# Problem to work on:
Go through the listing below. Copy each line that has the string "dead".

☆ ☆ ☆

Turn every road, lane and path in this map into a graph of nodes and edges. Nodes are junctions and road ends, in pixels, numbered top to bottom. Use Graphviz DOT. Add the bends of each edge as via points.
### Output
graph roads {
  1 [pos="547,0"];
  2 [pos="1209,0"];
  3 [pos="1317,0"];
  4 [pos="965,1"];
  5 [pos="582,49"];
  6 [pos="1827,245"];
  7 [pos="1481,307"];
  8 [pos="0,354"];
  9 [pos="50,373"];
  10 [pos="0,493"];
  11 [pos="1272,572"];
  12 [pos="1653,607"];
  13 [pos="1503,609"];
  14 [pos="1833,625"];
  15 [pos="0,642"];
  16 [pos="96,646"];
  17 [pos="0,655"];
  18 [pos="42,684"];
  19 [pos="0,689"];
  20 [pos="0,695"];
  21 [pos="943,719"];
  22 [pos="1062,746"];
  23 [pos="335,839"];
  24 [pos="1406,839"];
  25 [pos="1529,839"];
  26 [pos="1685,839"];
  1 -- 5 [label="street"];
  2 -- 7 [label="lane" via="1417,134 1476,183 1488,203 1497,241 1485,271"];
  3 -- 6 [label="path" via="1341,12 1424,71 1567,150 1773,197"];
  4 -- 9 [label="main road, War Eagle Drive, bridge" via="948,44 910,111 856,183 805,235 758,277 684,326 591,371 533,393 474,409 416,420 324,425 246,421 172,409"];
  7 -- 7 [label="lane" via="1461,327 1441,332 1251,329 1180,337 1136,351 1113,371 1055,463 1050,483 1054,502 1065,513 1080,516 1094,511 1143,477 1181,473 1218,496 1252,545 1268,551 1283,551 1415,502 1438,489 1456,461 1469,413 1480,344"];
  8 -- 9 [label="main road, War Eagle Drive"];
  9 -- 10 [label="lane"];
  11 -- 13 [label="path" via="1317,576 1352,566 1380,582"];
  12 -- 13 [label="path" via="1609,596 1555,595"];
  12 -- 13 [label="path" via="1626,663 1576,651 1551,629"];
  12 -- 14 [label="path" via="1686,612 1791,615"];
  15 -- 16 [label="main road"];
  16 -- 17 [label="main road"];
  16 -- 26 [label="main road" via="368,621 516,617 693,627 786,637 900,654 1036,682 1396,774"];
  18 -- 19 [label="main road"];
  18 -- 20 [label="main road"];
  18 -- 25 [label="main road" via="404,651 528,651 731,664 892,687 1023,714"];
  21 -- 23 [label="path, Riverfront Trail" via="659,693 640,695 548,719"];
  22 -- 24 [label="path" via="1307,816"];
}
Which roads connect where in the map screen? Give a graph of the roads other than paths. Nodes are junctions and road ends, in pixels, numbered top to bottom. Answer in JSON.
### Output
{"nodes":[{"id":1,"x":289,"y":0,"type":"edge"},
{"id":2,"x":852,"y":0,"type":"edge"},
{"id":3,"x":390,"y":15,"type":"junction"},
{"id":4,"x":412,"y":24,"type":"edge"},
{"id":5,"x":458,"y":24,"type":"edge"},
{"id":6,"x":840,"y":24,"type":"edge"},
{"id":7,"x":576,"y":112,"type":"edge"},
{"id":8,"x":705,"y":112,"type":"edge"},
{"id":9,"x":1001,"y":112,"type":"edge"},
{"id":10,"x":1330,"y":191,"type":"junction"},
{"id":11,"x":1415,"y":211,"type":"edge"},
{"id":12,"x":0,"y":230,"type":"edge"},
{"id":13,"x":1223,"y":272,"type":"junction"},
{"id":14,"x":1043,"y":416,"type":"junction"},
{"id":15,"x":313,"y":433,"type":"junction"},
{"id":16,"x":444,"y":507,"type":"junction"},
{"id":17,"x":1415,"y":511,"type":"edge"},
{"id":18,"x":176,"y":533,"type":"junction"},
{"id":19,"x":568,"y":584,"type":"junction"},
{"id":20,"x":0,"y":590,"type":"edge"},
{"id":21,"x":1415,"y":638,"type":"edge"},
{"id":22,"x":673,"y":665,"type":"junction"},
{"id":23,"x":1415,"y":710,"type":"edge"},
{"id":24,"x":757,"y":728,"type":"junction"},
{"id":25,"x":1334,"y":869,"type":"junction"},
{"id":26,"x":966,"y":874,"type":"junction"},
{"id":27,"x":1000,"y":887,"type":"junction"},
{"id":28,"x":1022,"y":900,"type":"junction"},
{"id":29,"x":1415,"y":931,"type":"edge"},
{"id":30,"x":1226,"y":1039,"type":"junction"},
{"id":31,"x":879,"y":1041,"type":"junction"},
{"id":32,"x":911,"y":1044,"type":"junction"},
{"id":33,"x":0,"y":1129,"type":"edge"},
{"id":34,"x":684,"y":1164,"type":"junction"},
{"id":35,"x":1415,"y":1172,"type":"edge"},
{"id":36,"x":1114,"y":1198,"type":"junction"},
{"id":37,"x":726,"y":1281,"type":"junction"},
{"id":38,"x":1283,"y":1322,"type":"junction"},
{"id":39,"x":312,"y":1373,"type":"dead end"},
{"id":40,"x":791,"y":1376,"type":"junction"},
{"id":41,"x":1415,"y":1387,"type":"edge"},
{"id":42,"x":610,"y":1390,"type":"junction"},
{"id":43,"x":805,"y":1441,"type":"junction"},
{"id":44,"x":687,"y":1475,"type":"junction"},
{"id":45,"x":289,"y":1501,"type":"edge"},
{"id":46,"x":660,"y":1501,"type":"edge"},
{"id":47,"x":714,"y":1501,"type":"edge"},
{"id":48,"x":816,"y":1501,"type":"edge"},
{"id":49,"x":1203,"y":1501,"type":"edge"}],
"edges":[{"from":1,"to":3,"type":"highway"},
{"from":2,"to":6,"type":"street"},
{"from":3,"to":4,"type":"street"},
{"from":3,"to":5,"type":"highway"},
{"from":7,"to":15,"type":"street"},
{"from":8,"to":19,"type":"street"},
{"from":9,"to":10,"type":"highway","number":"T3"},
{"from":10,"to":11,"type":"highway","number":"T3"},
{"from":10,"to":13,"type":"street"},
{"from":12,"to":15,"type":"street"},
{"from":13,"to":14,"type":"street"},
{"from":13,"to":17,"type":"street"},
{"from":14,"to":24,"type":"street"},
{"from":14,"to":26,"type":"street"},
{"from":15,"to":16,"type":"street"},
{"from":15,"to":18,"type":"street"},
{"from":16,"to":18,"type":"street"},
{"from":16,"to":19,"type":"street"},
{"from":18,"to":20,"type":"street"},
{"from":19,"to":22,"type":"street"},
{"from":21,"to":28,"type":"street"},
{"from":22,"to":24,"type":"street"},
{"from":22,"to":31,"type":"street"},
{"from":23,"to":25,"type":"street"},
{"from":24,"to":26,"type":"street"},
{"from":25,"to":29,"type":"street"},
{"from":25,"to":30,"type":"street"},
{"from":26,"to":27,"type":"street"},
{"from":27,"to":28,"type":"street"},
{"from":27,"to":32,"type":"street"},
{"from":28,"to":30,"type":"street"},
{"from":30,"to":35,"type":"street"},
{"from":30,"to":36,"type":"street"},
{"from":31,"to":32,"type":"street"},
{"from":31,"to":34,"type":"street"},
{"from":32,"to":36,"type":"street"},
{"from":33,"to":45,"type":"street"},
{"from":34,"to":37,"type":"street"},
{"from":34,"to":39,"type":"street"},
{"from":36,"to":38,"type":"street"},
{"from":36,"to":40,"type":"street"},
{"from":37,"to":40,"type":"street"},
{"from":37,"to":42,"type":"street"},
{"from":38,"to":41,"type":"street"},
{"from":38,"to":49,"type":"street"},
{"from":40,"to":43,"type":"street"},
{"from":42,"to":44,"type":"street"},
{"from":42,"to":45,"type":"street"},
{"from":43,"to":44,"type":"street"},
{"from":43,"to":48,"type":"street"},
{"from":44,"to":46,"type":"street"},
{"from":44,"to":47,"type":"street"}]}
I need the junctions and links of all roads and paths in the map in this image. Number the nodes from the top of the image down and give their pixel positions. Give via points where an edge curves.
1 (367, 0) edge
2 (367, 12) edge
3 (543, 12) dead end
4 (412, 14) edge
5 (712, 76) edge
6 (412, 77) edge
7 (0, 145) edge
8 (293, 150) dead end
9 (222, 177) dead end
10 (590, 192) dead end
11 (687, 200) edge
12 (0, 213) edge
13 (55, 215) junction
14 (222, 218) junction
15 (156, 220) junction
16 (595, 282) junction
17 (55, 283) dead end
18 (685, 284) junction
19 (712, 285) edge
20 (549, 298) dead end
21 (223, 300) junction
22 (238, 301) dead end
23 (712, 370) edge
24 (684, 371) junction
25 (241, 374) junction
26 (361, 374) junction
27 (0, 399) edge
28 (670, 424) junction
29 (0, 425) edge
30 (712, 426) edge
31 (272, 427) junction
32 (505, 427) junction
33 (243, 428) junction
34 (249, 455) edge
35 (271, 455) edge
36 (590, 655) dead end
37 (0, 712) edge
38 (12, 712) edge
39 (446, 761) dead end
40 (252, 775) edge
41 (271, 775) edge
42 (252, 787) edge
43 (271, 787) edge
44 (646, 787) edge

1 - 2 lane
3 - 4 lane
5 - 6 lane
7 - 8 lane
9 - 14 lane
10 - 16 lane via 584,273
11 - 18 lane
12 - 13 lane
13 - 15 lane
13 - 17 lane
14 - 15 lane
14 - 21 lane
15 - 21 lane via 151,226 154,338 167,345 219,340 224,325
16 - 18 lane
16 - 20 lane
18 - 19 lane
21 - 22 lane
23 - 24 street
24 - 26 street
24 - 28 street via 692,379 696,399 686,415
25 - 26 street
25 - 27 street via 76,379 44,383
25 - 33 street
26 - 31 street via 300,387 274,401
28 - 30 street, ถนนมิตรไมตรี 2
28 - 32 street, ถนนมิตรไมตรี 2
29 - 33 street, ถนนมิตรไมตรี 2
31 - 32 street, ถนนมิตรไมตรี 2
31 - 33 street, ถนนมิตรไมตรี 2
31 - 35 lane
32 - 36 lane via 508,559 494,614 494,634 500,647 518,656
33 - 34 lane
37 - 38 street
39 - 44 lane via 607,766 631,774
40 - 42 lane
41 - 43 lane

☆ ☆ ☆

# Answer to the exercise:
{"id":39,"x":312,"y":1373,"type":"dead end"},
3 (543, 12) dead end
8 (293, 150) dead end
9 (222, 177) dead end
10 (590, 192) dead end
17 (55, 283) dead end
20 (549, 298) dead end
22 (238, 301) dead end
36 (590, 655) dead end
39 (446, 761) dead end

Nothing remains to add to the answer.